Thursday, December 26, 2013

The Circle


Have you ever wanted to just grab someone by the shoulders and shake them awake because they seemed oblivious to the seriousness of the things going on around them—or worse, the things happening to them? If not, I would like to introduce you to Mae Holland, the na├»ve young protagonist Dave Eggers’ latest novel, The Circle. Trust me, you’ll want to do more than just shake her before the book’s end.
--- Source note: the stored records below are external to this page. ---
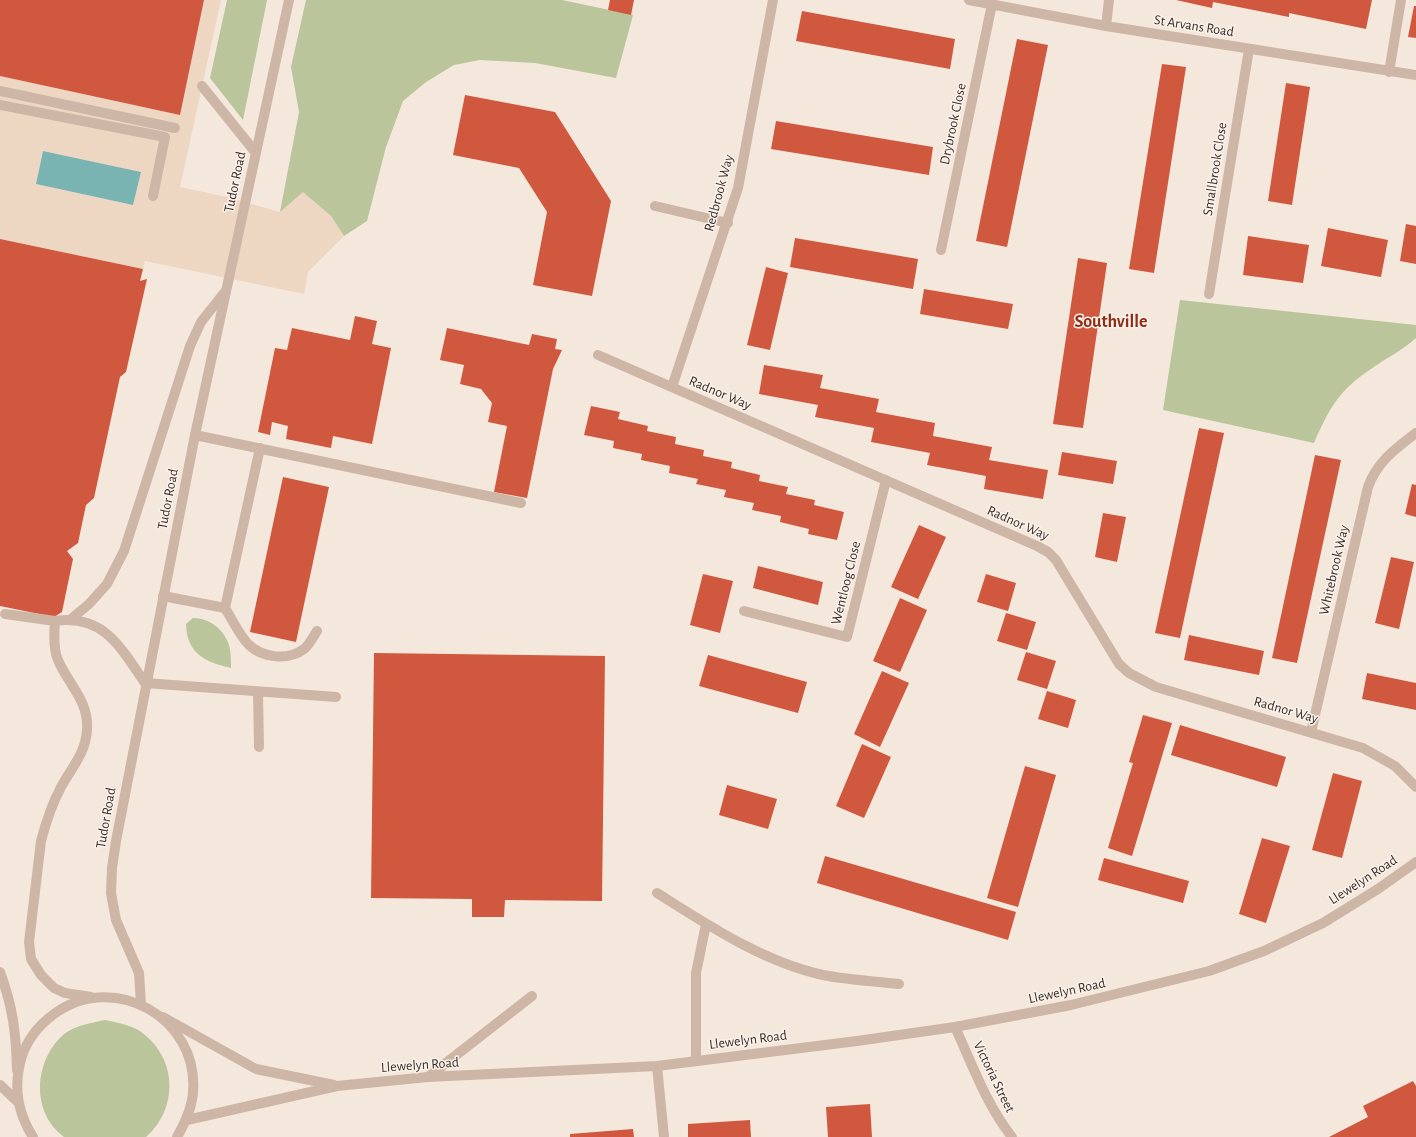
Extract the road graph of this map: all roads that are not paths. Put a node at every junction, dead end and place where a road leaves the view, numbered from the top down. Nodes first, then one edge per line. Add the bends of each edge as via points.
1 (289, 0) edge
2 (773, 0) edge
3 (969, 0) edge
4 (1109, 0) edge
5 (1401, 0) edge
6 (992, 4) junction
7 (1106, 26) junction
8 (1249, 49) junction
9 (1389, 72) junction
10 (1416, 75) edge
11 (202, 86) dead end
12 (0, 91) edge
13 (0, 105) edge
14 (175, 128) dead end
15 (256, 153) junction
16 (153, 196) dead end
17 (655, 206) dead end
18 (728, 223) junction
19 (941, 250) dead end
20 (224, 293) junction
21 (1209, 294) dead end
22 (598, 355) dead end
23 (672, 387) junction
24 (1416, 433) edge
25 (195, 435) junction
26 (260, 448) junction
27 (886, 480) junction
28 (521, 503) dead end
29 (163, 596) junction
30 (225, 608) junction
31 (744, 611) dead end
32 (4, 614) dead end
33 (71, 618) junction
34 (55, 621) junction
35 (317, 632) dead end
36 (145, 683) junction
37 (258, 692) junction
38 (336, 697) dead end
39 (1311, 732) junction
40 (259, 747) dead end
41 (1416, 787) edge
42 (1416, 862) edge
43 (658, 893) dead end
44 (706, 924) junction
45 (0, 972) edge
46 (899, 984) dead end
47 (532, 996) dead end
48 (91, 997) junction
49 (141, 1004) junction
50 (161, 1016) junction
51 (955, 1026) junction
52 (696, 1061) junction
53 (657, 1066) junction
54 (17, 1072) junction
55 (428, 1077) junction
56 (0, 1086) edge
57 (337, 1086) junction
58 (18, 1102) junction
59 (187, 1120) junction
60 (24, 1123) junction
61 (28, 1137) edge
62 (34, 1137) edge
63 (177, 1137) edge
64 (664, 1137) edge
65 (1012, 1137) edge

1 - 15 street, Tudor Road
2 - 18 street, Redbrook Way via 738,188
3 - 6 street, St Arvans Road
4 - 7 street
5 - 9 street
6 - 7 street, St Arvans Road
6 - 19 street, Drybrook Close
7 - 8 street, St Arvans Road
8 - 9 street, St Arvans Road
8 - 21 street, Smallbrook Close
9 - 10 street, St Arvans Road
11 - 15 street
12 - 14 street
13 - 16 street via 165,137
15 - 20 street, Tudor Road
17 - 18 street
18 - 23 street, Redbrook Way
20 - 25 street, Tudor Road
20 - 33 street via 201,322 190,346 124,550 107,584 90,604
22 - 23 street, Radnor Way
23 - 27 street, Radnor Way
24 - 39 street, Whitebrook Way via 1379,465 1368,488
25 - 26 street
25 - 29 street, Tudor Road
26 - 28 street
26 - 30 street
27 - 31 street, Wentloog Close via 847,637
27 - 39 street, Radnor Way via 1048,552 1063,570 1119,664 1135,677 1156,687
29 - 30 street
29 - 36 street, Tudor Road
30 - 35 street via 248,644 264,654 290,656 298,653
32 - 34 street
33 - 34 street
33 - 36 street via 93,624 115,641
34 - 48 street via 57,659 82,701 87,729 84,748 62,786 45,826 29,942 31,959 41,975 54,988 65,993
36 - 37 street
36 - 49 street, Tudor Road via 116,841 111,893 116,920 139,973
37 - 38 street
37 - 40 street
39 - 41 street, Radnor Way via 1375,753 1395,766
42 - 51 street, Llewelyn Road via 1323,923 1264,951 1209,971 1071,1005
43 - 44 street
44 - 46 street via 751,948 810,972
44 - 52 street, Llewelyn Road via 696,973
45 - 54 street via 10,1000 16,1036
47 - 55 street
48 - 49 street, Llewelyn Road via 116,997
48 - 54 street via 65,1006 42,1022 26,1044
49 - 50 street, Llewelyn Road
50 - 57 street, Llewelyn Road via 256,1069
50 - 59 street via 180,1038 191,1064 193,1092
51 - 52 street, Llewelyn Road
51 - 65 street, Victoria Street via 979,1081 1002,1124
52 - 53 street, Llewelyn Road
53 - 55 street, Llewelyn Road
53 - 64 street
54 - 58 street
55 - 57 street, Llewelyn Road
56 - 58 street
57 - 59 street, Llewelyn Road
58 - 60 street
59 - 63 street
60 - 61 street
60 - 62 street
Truthfully, I really liked Mae at first, and I especially enjoyed her excitement and wide-eyed wonder at landing a dream job at a powerful tech company called—you guessed it—the Circle. Like most  new employees, Mae is eager to please her superiors (including college-friend Annie, who pulled strings to get her the job), but in doing so she seems almost as eager to give herself away in the process. For example, all Circle employees are expected to participate in various company activities (there are hundreds of them) and contribute to the company’s social-network feeds (Zing, InnerCircle, OuterCircle, etc.), all of which are taken into account when calculating an employee’s “Participation Rank.” Okay, fine: The food in the cafeteria today was excellent. Zing! Whatever. But when Mae is dressed down for spending a weekend at home (as opposed to staying on campus and “participating”) and for having the gall to go kayaking (an activity she enjoys doing alone as a means to de-stress) without documenting any of it on her social feeds, I was bothered by her acceptance of these criticisms as valid. Frankly, I wanted her to stand up and tell those pinheads to go to h—oh, wait, can’t write that here. But you get the point. Unfortunately, Mae telling them that what she does on her own time is her own business would have been useless, because at the Circle, everything you do is the Circle’s business. Rather than rebel, Mae acquiesces, and in doing so, she begins to lose herself.
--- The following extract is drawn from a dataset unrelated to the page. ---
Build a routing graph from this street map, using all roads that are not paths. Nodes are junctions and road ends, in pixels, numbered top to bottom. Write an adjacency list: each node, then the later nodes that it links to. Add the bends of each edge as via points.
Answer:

By the time we reach the second act of the story, where the Orwellian slogans SECRETS ARE LIES, SHARING IS CARING, and PRIVACY IS THEFT are trotted out at a company pep-rally (seriously, didn’t any of these people read 1984?), Mae finds herself quickly ascending through the company ranks and becoming a star both inside and outside the Circle—and, of course, a rival to Annie for the attention of their social-network overlords. The price is Mae’s sense of self and any remaining scrap of privacy she might have held onto, not to mention her friendship with Annie. Admittedly, much of what happens in this half of the book is so over-the-top that I found it silly, but with the ever-growing reach of surveillance, internet and otherwise, perhaps some elements might not be beyond the realm of possibility. All in all, though, The Circle is a good and quick read, and (if digested with an open mind) it should lead to some interesting discussions on the state of privacy in our increasingly transparent world.